Alfred Clarence Pete Nelson was born in Salt Lake City, Utah on November 14, 1898. At the age of two, his family moved to Denver, Colorado. 
Nelson graduated from Denver's South High School in 1916. He received the nickname Pete while playing football in high school after a University 
of Colorado football player whose name was Pete Nelson. At the University of Denver Nelson earned both his bachelor's and master's degrees. After two 
years of graduate study at the University of Illinois, he returned to the University of Denver as an associate professor of chemistry. In 1926, Nelson 
earned his Doctorate of Philosophy from the University of Illinois.
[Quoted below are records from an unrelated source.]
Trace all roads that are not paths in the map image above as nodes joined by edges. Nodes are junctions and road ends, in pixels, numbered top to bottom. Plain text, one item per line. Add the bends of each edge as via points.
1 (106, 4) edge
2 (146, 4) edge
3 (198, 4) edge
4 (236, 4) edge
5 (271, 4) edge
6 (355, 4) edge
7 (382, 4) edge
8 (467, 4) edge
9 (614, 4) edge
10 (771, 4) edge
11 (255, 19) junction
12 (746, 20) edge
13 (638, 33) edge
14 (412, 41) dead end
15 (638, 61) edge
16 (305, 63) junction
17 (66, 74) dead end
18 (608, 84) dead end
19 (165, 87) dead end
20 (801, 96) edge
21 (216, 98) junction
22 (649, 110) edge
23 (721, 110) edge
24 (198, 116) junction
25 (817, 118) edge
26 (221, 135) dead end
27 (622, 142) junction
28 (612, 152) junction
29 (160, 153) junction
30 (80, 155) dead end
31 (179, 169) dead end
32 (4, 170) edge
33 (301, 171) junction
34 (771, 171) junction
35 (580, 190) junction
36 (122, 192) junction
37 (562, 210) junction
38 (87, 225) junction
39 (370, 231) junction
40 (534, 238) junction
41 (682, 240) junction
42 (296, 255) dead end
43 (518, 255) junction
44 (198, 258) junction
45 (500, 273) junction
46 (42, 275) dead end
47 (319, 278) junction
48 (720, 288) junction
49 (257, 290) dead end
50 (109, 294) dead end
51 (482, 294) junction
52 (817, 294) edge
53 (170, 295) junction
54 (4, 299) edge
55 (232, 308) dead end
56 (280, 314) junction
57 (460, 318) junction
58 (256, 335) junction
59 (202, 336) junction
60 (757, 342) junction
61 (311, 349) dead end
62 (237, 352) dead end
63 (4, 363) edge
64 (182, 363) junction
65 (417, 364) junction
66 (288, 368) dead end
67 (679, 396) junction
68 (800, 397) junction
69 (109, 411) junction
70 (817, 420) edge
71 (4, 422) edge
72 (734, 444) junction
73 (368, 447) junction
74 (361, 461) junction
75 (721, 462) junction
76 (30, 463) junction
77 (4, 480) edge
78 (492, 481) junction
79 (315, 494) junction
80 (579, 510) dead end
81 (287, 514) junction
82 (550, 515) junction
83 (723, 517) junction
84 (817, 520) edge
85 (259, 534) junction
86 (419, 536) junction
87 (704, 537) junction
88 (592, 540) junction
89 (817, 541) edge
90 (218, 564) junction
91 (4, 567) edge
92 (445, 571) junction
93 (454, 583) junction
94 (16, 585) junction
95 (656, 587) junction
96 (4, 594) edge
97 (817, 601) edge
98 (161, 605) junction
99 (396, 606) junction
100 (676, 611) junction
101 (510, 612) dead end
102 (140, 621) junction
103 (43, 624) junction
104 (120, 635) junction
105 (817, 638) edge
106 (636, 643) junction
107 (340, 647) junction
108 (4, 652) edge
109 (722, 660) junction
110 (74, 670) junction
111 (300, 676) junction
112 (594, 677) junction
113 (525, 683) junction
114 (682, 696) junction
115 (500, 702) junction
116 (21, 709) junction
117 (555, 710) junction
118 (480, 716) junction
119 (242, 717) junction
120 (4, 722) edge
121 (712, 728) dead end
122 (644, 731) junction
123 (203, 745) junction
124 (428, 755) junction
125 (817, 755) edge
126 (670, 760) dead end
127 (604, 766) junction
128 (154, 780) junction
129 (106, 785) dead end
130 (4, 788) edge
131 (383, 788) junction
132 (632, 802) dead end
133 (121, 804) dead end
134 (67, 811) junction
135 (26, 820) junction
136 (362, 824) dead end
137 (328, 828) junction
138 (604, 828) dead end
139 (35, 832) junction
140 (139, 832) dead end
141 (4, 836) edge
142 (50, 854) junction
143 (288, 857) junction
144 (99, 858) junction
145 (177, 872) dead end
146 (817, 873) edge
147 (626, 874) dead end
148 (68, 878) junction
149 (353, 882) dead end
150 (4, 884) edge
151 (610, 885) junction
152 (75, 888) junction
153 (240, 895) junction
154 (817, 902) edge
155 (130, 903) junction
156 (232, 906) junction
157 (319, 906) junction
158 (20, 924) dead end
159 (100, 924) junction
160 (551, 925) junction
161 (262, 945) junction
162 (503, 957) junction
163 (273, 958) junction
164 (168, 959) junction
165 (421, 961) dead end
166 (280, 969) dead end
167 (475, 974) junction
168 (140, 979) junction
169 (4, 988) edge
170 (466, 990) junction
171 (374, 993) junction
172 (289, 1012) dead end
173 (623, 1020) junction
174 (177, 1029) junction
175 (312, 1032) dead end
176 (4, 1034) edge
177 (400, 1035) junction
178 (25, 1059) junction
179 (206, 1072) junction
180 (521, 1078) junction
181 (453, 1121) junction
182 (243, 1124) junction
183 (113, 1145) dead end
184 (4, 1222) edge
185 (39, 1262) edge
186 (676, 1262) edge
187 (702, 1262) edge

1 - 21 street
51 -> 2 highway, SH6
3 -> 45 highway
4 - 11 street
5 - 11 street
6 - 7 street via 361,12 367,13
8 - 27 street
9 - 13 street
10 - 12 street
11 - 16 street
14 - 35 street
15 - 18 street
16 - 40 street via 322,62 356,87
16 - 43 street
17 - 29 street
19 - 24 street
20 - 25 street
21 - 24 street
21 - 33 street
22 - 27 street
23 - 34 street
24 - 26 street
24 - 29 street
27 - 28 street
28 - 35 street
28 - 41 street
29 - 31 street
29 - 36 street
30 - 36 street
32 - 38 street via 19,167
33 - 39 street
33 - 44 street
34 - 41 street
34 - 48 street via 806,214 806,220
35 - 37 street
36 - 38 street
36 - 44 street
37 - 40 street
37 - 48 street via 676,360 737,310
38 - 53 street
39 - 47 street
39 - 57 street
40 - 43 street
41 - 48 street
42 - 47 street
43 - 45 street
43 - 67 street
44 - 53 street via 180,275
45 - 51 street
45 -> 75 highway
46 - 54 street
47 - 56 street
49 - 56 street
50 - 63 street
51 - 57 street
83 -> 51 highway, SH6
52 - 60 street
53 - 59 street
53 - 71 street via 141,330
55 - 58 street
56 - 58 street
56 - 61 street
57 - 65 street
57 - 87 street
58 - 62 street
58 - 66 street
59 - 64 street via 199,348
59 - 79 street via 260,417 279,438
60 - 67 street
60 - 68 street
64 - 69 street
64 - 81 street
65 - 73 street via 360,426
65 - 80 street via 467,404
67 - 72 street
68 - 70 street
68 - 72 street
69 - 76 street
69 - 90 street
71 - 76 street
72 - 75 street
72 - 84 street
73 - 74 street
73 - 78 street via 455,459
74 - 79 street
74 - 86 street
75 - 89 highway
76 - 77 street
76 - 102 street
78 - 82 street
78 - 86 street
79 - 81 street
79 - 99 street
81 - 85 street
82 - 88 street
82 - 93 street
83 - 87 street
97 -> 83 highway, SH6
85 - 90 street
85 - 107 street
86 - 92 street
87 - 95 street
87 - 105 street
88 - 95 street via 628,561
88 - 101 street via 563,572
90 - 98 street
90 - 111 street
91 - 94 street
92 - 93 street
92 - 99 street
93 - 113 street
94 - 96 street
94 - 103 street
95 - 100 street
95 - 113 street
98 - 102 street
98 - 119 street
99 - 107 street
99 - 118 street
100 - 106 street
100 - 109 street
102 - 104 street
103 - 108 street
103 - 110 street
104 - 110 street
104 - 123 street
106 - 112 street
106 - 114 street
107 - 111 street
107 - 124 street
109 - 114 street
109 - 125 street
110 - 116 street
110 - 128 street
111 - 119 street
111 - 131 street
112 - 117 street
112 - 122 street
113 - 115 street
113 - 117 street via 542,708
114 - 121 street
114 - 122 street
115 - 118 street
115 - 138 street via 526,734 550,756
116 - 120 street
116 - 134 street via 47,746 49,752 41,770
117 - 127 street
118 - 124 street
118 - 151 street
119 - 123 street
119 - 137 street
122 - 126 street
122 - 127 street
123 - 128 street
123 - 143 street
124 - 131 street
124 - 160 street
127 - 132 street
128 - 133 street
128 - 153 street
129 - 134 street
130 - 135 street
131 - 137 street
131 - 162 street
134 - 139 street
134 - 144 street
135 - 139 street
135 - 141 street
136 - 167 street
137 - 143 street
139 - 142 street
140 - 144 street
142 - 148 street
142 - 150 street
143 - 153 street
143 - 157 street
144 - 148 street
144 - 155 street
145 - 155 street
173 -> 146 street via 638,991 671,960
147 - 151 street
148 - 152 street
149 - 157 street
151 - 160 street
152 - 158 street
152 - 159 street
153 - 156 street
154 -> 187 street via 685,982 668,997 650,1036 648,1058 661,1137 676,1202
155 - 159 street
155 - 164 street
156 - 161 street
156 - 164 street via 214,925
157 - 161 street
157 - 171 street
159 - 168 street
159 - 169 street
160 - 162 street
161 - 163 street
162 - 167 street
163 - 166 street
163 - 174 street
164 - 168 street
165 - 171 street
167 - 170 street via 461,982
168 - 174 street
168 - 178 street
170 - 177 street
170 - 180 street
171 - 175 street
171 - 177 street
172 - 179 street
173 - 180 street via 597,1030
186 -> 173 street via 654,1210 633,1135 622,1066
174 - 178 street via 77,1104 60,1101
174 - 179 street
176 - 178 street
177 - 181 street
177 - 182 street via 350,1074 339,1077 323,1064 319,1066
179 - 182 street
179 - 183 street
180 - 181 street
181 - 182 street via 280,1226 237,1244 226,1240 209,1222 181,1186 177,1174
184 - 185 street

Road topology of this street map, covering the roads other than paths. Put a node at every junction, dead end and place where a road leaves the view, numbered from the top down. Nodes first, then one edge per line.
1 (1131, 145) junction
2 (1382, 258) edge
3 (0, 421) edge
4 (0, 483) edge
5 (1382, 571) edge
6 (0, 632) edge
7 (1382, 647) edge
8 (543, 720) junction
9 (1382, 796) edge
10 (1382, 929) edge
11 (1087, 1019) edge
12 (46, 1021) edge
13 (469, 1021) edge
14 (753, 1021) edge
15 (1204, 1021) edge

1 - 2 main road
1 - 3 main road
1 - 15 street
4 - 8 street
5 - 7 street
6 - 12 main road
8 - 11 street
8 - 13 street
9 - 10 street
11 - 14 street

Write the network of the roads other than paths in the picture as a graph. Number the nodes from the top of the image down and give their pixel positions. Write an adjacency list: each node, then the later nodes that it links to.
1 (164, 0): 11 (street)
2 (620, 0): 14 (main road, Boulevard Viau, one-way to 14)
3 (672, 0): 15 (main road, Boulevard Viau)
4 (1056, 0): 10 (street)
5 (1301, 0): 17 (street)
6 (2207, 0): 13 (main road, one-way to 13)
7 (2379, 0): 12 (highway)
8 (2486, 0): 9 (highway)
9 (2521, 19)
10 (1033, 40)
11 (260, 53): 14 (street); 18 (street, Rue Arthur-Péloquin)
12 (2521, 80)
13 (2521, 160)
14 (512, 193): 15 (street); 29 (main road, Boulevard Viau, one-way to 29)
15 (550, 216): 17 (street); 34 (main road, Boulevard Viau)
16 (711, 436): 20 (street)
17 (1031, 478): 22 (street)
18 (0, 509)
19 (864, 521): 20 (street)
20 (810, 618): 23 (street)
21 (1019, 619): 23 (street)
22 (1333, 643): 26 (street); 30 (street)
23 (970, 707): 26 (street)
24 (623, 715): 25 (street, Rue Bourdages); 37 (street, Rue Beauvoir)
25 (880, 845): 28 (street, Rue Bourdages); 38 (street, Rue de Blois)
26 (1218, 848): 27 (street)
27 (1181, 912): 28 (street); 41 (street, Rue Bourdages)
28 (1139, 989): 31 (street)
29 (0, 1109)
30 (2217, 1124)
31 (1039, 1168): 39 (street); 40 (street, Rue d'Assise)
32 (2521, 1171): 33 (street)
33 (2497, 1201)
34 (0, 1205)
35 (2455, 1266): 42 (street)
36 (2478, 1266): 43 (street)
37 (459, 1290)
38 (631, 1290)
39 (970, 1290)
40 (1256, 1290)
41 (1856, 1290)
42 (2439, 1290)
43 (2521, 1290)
Throughout his career at the University of Denver, Nelson held many positions. He began his career as an assistant  professor in 1923 and served as interim chancellor in 1948. He was well liked by the students and faculty. A writer for the Denver Post dubbed him  The Affable 'Mr. Chips' of Denver University in a profile. He received numerous awards throughout his career at the university, including the Kappa Delta Pi fraternity Honor Award for Service in Education (1963), University of Denver College of Engineering Distinguished Faculty Award (1963) and the Evans Award from the University of Denver Alumni Association (1971). The University of Denver awarded the honorary LLD degree to him in 1964. In addition  to the various boards he served on in the community, Nelson was a member of many educational associations. The organizations include American Institute of Chemists, Fellow; American Association for the Advancement of Science, Fellow; American Chemical Society; Colorado Schoolmasters Club; Phi Beta Kappa; Phi Delta Kappa; Kappa Delta Pi; Alpha Chi Sigma and Phi Lambda Upsilon. Nelson was a member of the first pledge class of the Alpha Pi chapter of Lambda Chi Alpha.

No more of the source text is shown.